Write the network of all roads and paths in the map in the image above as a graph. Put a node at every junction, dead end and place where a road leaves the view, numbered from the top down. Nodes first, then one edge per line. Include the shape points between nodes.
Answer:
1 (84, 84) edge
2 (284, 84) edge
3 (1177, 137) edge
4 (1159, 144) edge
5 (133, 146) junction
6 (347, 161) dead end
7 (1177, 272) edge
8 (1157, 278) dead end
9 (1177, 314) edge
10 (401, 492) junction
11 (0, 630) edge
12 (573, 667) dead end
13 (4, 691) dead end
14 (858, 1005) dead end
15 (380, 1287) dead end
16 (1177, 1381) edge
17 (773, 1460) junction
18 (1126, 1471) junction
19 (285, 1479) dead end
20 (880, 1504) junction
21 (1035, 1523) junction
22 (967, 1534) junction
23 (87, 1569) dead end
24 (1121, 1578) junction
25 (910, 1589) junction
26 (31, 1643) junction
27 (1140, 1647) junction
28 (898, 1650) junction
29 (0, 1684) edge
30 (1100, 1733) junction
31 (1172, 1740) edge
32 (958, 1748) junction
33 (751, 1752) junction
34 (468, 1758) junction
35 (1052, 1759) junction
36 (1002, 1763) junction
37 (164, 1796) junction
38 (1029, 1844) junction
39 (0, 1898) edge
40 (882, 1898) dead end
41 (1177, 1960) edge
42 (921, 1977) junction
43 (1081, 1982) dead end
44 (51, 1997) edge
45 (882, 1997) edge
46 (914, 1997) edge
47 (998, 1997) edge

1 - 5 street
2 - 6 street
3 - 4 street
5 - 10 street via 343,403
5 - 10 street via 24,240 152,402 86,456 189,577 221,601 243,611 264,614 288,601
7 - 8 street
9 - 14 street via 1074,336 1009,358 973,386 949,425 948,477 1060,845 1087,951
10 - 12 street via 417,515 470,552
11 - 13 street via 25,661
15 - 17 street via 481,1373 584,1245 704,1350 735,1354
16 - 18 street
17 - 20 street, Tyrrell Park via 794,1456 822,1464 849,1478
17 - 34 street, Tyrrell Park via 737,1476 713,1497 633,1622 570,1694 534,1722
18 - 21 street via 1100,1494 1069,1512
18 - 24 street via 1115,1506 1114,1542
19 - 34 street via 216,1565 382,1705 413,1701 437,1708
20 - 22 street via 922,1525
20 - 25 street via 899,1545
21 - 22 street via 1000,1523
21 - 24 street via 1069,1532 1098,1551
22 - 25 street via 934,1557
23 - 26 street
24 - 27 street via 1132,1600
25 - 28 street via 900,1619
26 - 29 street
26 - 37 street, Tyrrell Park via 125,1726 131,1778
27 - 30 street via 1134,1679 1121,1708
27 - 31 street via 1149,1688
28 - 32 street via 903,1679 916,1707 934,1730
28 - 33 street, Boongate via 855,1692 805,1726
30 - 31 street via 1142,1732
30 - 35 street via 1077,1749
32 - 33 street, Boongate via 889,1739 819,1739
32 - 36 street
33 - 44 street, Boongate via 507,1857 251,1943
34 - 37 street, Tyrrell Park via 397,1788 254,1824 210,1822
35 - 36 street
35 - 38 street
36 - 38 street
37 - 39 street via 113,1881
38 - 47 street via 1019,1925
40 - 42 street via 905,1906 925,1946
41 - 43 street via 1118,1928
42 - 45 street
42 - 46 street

•••••

The problem -
Without omitting anything, retype all of the material above exactly.

Task output -
Write the network of all roads and paths in the map in the image above as a graph. Put a node at every junction, dead end and place where a road leaves the view, numbered from the top down. Nodes first, then one edge per line. Include the shape points between nodes.
Answer:
1 (84, 84) edge
2 (284, 84) edge
3 (1177, 137) edge
4 (1159, 144) edge
5 (133, 146) junction
6 (347, 161) dead end
7 (1177, 272) edge
8 (1157, 278) dead end
9 (1177, 314) edge
10 (401, 492) junction
11 (0, 630) edge
12 (573, 667) dead end
13 (4, 691) dead end
14 (858, 1005) dead end
15 (380, 1287) dead end
16 (1177, 1381) edge
17 (773, 1460) junction
18 (1126, 1471) junction
19 (285, 1479) dead end
20 (880, 1504) junction
21 (1035, 1523) junction
22 (967, 1534) junction
23 (87, 1569) dead end
24 (1121, 1578) junction
25 (910, 1589) junction
26 (31, 1643) junction
27 (1140, 1647) junction
28 (898, 1650) junction
29 (0, 1684) edge
30 (1100, 1733) junction
31 (1172, 1740) edge
32 (958, 1748) junction
33 (751, 1752) junction
34 (468, 1758) junction
35 (1052, 1759) junction
36 (1002, 1763) junction
37 (164, 1796) junction
38 (1029, 1844) junction
39 (0, 1898) edge
40 (882, 1898) dead end
41 (1177, 1960) edge
42 (921, 1977) junction
43 (1081, 1982) dead end
44 (51, 1997) edge
45 (882, 1997) edge
46 (914, 1997) edge
47 (998, 1997) edge

1 - 5 street
2 - 6 street
3 - 4 street
5 - 10 street via 343,403
5 - 10 street via 24,240 152,402 86,456 189,577 221,601 243,611 264,614 288,601
7 - 8 street
9 - 14 street via 1074,336 1009,358 973,386 949,425 948,477 1060,845 1087,951
10 - 12 street via 417,515 470,552
11 - 13 street via 25,661
15 - 17 street via 481,1373 584,1245 704,1350 735,1354
16 - 18 street
17 - 20 street, Tyrrell Park via 794,1456 822,1464 849,1478
17 - 34 street, Tyrrell Park via 737,1476 713,1497 633,1622 570,1694 534,1722
18 - 21 street via 1100,1494 1069,1512
18 - 24 street via 1115,1506 1114,1542
19 - 34 street via 216,1565 382,1705 413,1701 437,1708
20 - 22 street via 922,1525
20 - 25 street via 899,1545
21 - 22 street via 1000,1523
21 - 24 street via 1069,1532 1098,1551
22 - 25 street via 934,1557
23 - 26 street
24 - 27 street via 1132,1600
25 - 28 street via 900,1619
26 - 29 street
26 - 37 street, Tyrrell Park via 125,1726 131,1778
27 - 30 street via 1134,1679 1121,1708
27 - 31 street via 1149,1688
28 - 32 street via 903,1679 916,1707 934,1730
28 - 33 street, Boongate via 855,1692 805,1726
30 - 31 street via 1142,1732
30 - 35 street via 1077,1749
32 - 33 street, Boongate via 889,1739 819,1739
32 - 36 street
33 - 44 street, Boongate via 507,1857 251,1943
34 - 37 street, Tyrrell Park via 397,1788 254,1824 210,1822
35 - 36 street
35 - 38 street
36 - 38 street
37 - 39 street via 113,1881
38 - 47 street via 1019,1925
40 - 42 street via 905,1906 925,1946
41 - 43 street via 1118,1928
42 - 45 street
42 - 46 street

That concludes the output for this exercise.